Developing Genetic Programming based Image Denoising Systems

Abstract

During acquisition or transmission, the visual quality of digital images is deteriorated due to the occurrence of impulse and speckle noises. These noises adversely effect various applications in image processing, pattern recognition, computer vision and medical imaging. Due to emerging imaging applications, recent trend is to develop application specific denoising systems. In this thesis, genetic programming (GP) based various denoising systems are developed for impulse and speckle noises. The proposed GP based evolutionary systems have effectively developed the domain specific denoising models that select the optimal informative features from the corrupted images. In the first phase of research, the genetic programming based mixed impulse denoising (GP-MID) system is developed to improve the visual quality of corrupted digital images. In this system, GP has optimally/near-optimally selects suitable statistical features to remove noise. In the second phase, the genetic programming based multi-type impulse denoising (GP-MuID) system is developed for corrupted digital images. This system has successfully removed salt & pepper, uniform impulse, mixed impulse and impulse burst noises, simultaneously. In the third phase, an advanced version of multi-gene genetic programming (MGGP) based biomedical image denoising (MGGP-BmID) system is developed to improve the visual quality of biomedical images. In the last phase, the multi-gene genetic programming based ultrasound image denoising (MGGP-UsID) system is developed to denoise speckle from ultrasound images. The improved performance of the GP based systems is obtained for diverse types of natural and biomedical images.

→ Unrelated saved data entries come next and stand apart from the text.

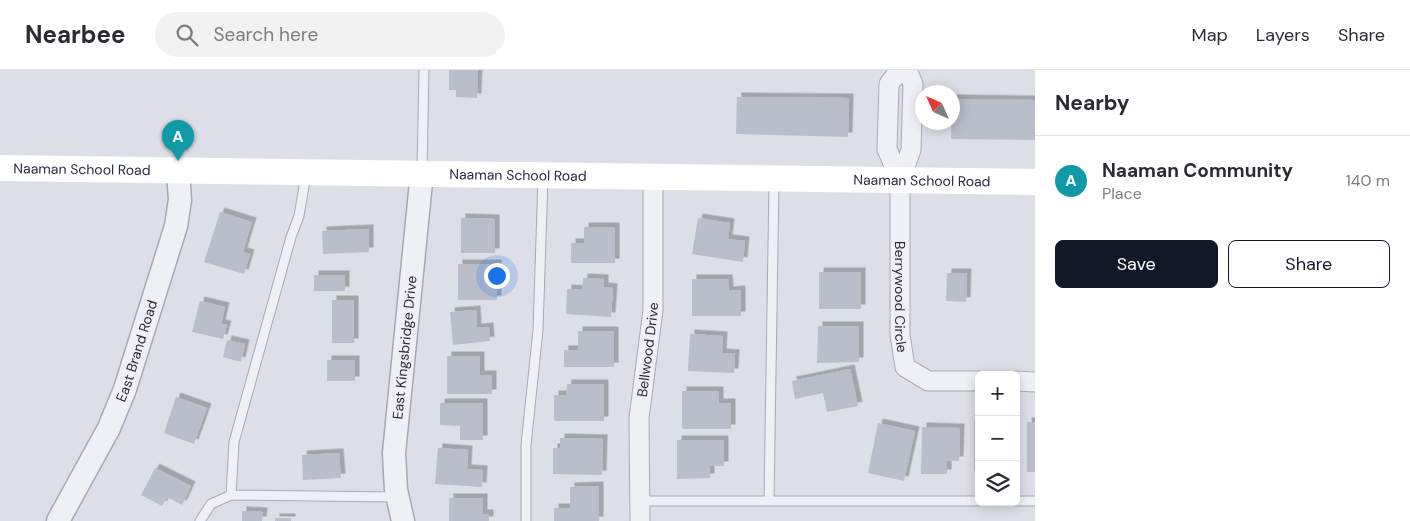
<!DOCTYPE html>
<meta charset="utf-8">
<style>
:root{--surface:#fff;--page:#f2f2f3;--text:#2b2b33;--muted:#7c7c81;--line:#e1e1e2;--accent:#111827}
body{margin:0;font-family:"DM Sans",sans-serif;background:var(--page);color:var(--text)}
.controls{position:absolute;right:15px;bottom:15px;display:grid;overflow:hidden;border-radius:8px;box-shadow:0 2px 12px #0003}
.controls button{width:45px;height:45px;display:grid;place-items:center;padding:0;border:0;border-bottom:1px solid var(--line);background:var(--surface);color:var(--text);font:25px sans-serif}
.compass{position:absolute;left:915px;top:15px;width:45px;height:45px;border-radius:50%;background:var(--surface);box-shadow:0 2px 12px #0003;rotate:315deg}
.you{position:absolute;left:496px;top:205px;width:18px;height:18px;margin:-12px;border:4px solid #fff;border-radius:50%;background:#1a73e8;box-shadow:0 0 0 8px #1a73e833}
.badge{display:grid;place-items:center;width:32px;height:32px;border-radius:50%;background:var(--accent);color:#fff;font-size:16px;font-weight:700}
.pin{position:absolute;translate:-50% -41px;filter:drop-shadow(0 1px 2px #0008)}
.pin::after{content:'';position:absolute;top:26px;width:18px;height:15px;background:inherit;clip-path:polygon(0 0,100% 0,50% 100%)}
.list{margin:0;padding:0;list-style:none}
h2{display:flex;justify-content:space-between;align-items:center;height:65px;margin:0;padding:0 20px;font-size:21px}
h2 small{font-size:16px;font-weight:400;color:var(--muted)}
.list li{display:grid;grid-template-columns:32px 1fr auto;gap:15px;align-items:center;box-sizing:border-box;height:90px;padding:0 20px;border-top:1px solid var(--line)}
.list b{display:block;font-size:19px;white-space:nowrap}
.list p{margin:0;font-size:16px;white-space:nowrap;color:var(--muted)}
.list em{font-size:16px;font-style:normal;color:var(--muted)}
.actions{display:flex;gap:10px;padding:15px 20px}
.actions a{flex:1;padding:11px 0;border:1px solid var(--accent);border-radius:8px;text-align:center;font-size:18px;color:var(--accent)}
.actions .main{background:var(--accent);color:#fff}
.icon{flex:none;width:28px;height:28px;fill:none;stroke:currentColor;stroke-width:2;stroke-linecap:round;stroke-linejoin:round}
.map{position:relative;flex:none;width:1035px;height:451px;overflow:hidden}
header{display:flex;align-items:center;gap:30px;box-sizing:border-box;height:70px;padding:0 25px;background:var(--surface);border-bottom:1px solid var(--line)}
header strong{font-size:24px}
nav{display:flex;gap:28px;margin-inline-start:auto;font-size:18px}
.search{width:350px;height:45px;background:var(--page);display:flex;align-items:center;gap:12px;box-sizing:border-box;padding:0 18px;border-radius:28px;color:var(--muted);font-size:19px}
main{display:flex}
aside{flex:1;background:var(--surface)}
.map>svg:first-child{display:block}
</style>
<header>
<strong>Nearbee</strong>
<div class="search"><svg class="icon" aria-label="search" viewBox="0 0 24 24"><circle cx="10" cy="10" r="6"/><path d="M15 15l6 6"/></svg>Search here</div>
<nav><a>Map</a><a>Layers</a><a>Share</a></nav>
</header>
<main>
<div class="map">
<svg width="1035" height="451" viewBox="0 0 1035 451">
<defs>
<filter id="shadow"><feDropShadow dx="4.5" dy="-4.5" stdDeviation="0" flood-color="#0004"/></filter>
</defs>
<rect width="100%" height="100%" fill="#dcdfe7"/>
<path fill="#babdca" filter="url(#shadow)" d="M449,0h29l-1,28 -21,-1v-7h-7z
M737,27l112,1 -1,39 -112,-3z
M952,29l83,1v40l-84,-1z
M220,142l32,10 -9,30 7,2 -6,20 -40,-12z
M461,148l34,1v34h-34z
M698,148l32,5 -2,16 17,2 -2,21 -51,-8z
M584,157h31v36h-44v-20h13z
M369,159v23l-46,2 -1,-23z
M458,194h39v36h-39z
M819,202h42v37h-42z
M947,203h20l-1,29 -20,-1z
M314,205h31v16h-31z
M583,208l21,1v8l9,1 -2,29 -45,-3 1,-25 15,1z
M692,209h36l1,12 12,-1v26h-49z
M332,230h22v43h-22z
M200,231l25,6 -4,17 6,1 -4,14 -31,-7z
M476,240l1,18 12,-1 1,14 -37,4 -3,-33z
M818,256h41v36l-42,1z
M578,261h36v36h-50v-17h14z
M690,264l33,2 -1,17 13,1 -1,19 -46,-2z
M227,270l18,4 -4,18 -18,-5z
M447,286h33v19h12v19h-45z
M327,290h28v21h-28z
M850,299l8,37 -31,6 -4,-19 -28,6 -3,-18z
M567,314h37v37h-50v-26h12z
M682,321h37v12h12v26h-49z
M176,327l31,11 -13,36 -30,-11z
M440,333h43v37h-23v-14l-20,-1z
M974,350h5v51h-5z
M1027,352h8v50h-8z
M878,353l37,8 -11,50 -36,-8z
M922,357l38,1 -1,33h-12v13h-26z
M560,368l43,1 -1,36 -49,-1v-26h7z
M677,370h47v26h-14v12l-33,1z
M438,378l30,2 -1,19 16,1 -1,17 -47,-3z
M339,383l2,25 -38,2 -1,-25z
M155,398l36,18 -9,19 -15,-8 -5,9 -21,-11z
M599,416v35h-45v-13h16v-21z
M449,428h34v16h6v7h-40z
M242,441l21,1 -1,9h-20z
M275,448h16v3h-16z"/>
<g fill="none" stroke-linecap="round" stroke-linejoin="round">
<g stroke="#a5a9b4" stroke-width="11">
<path id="service" d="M422,102l2,-102
M231,425l3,-53 57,-205 8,-21 7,-41
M640,431h339
M769,431l5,-320
M1016,431h19
M200,451l11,-17 20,-9 165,2
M526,451v-76l12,-115 5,-152"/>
</g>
<g stroke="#a5a9b4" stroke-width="21">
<g id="minor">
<path d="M900,0l-11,14 -2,65 13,31"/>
<path id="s1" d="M907,0l6,14 -2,66 -11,30v155l5,32 23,14h51"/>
<path d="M1016,311l19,1"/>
<path id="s2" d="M640,451l-1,-103 14,-108v-133"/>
</g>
</g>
<g stroke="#a5a9b4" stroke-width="25">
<g id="tertiary">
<path id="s3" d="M58,451l51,-93 16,-39 51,-163 4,-26 -2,-30"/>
<path id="s4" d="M403,451l-7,-31 -2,-37 28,-281"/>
</g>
</g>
<use href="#service" stroke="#eff0f5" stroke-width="9"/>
<use href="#minor" stroke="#eff0f5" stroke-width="19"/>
<use href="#tertiary" stroke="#eff0f5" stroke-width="22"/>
<path stroke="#fff" stroke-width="26" id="s5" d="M0,98l1035,14"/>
</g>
<g text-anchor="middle" stroke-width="4" stroke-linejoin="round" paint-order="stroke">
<g font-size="14" fill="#262b3e" stroke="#eceef5">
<text dy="5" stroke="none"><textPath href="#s5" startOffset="82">Naaman School Road</textPath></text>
<text dy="5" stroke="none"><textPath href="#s5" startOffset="518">Naaman School Road</textPath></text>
<text dy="5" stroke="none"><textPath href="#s5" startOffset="922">Naaman School Road</textPath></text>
<text dy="5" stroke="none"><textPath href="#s1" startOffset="230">Berrywood Circle</textPath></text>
<text dy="5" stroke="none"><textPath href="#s4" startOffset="175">East Kingsbridge Drive</textPath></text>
<text dy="5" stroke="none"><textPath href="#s2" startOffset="172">Bellwood Drive</textPath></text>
<text dy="5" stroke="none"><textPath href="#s3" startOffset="188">East Brand Road</textPath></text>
</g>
</g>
</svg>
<div class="controls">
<button>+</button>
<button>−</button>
<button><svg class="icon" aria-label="layers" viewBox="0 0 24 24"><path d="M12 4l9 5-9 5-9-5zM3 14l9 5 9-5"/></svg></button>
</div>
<svg class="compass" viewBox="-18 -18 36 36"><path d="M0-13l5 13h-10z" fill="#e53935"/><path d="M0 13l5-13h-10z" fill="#7c7c81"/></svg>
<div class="you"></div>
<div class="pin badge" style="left:178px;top:91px;background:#0f9aa8">A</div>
</div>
<aside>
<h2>Nearby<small></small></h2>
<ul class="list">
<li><span class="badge" style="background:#0f9aa8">A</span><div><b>Naaman Community</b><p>Place</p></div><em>140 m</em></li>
</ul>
<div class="actions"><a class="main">Save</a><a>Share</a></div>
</aside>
</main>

The comparative analysis with existing approaches highlights the effectiveness of the proposed GP based evolutionary denoising systems. The improved denoising performance is achieved by the proposed GP based systems. It is because, during evolutionary learning process, the useful statistical features and primitive functions from a wider solution space are optimally/near-optimally combined to develop GP based intelligent noise detectors and estimators for image denoising problems.